Cara Tolmie 50% seminar: Internal Singing as a Shared Practice
Date and time
19 April 2022 at 01:00 PM - 03:30 PM
Type of event
Seminar
Place and route
Doctoral Project Space, Konstfack

Discussant: Jule Flierl
Language: English
PhD-advisors: Katja Grillner and Cathy Lane
All Welcome!
Internal Singing is a vocal and performance practice that I have been exploring in different forms over the past years - using it as a material amongst other materials within various performances, sharing it as a workshop, using it as the basis to produce an album of music and presenting it as a research practice within the context of my PhD.
I have come to understand Internal Singing as a practice that explores a sensitive voice-body bind by investigating the relationship between sounding on both the inhale and exhale, vocal imaginaries and self administered touch that calms the body in states of illness and over-stimulation. For me, this is a multi-sensory listening exercise for the performer, characterised by circular vocal sound, slight movement and visible touch that attempts to displace vocality towards and through parts of the body extraneous to the mouth. As it builds up slowly through acute attention to breath, inclination, pleasure and circulation this practice attempts to prise open a space, ever-accessible.
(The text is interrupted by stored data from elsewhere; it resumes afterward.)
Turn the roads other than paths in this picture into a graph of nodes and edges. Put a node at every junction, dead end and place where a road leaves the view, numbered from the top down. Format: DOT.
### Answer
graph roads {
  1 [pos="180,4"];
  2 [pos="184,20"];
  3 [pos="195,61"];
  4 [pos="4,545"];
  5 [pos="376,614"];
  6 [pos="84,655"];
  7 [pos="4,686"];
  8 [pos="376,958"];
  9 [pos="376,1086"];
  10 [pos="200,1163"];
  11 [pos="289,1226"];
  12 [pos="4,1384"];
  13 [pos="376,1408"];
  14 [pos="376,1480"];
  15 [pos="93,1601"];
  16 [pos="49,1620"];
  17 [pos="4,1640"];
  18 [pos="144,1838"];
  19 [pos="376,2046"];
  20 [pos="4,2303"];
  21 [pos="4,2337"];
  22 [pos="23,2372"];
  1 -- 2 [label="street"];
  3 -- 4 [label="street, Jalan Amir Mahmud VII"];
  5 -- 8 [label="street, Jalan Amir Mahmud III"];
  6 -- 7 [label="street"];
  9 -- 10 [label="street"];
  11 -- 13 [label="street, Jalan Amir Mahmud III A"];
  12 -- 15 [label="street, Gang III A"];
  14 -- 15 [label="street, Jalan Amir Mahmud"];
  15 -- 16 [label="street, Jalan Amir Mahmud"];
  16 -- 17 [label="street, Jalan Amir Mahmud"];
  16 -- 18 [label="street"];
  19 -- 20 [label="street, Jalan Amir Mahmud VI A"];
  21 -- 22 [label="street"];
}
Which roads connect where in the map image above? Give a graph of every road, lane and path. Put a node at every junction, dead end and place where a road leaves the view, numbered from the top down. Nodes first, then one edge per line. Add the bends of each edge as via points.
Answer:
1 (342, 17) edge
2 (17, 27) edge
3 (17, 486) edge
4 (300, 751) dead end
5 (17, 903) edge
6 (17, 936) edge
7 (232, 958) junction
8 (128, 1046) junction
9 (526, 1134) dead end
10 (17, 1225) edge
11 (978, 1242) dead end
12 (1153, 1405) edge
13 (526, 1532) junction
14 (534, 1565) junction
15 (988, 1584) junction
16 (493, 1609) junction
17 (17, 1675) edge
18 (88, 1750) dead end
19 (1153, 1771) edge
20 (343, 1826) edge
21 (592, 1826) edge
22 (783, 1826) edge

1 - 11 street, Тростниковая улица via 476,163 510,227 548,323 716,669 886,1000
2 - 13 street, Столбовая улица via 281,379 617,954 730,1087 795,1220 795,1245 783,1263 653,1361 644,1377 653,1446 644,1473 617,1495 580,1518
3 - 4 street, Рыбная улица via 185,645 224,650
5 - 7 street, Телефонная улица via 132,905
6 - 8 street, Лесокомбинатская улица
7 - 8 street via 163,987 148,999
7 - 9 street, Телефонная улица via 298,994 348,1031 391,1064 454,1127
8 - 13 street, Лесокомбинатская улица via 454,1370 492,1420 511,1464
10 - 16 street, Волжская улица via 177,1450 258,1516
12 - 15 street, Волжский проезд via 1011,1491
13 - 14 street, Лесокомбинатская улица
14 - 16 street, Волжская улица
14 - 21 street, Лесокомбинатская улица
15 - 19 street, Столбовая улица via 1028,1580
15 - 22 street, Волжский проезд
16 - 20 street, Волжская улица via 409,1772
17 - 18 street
One that can be used to gather, improvise and examine what might emerge when acute sensitivity and tenderness are valued as skill.
During this seminar we will look into various explorations made over the past year whilst I was developing Internal Singing into a shareable practice for larger groups as well as plans for a more ambitious performance, based on Internal Singing, involving up to six performers.
Information on the discussant
Jule Flierl is a dance and voice artist from Berlin/Germany. She develops practices that conceive of the voice as a dancer, translating dance into the auditory realm. Her practice lives between experimental choreography and somatic singing methods, in which she develops scores to unsettle the relationship between seeing and hearing. She revives and continues the legacy of Valeska Gert, avant-garde dancer from 1920's Berlin, who first conceptualized the term SoundDance: to dance with one's voice. Currently she collaborates with fine artist Anna Zett, choreographer Antonia Baehr and SoundDance artist Irena Z. Tomazin.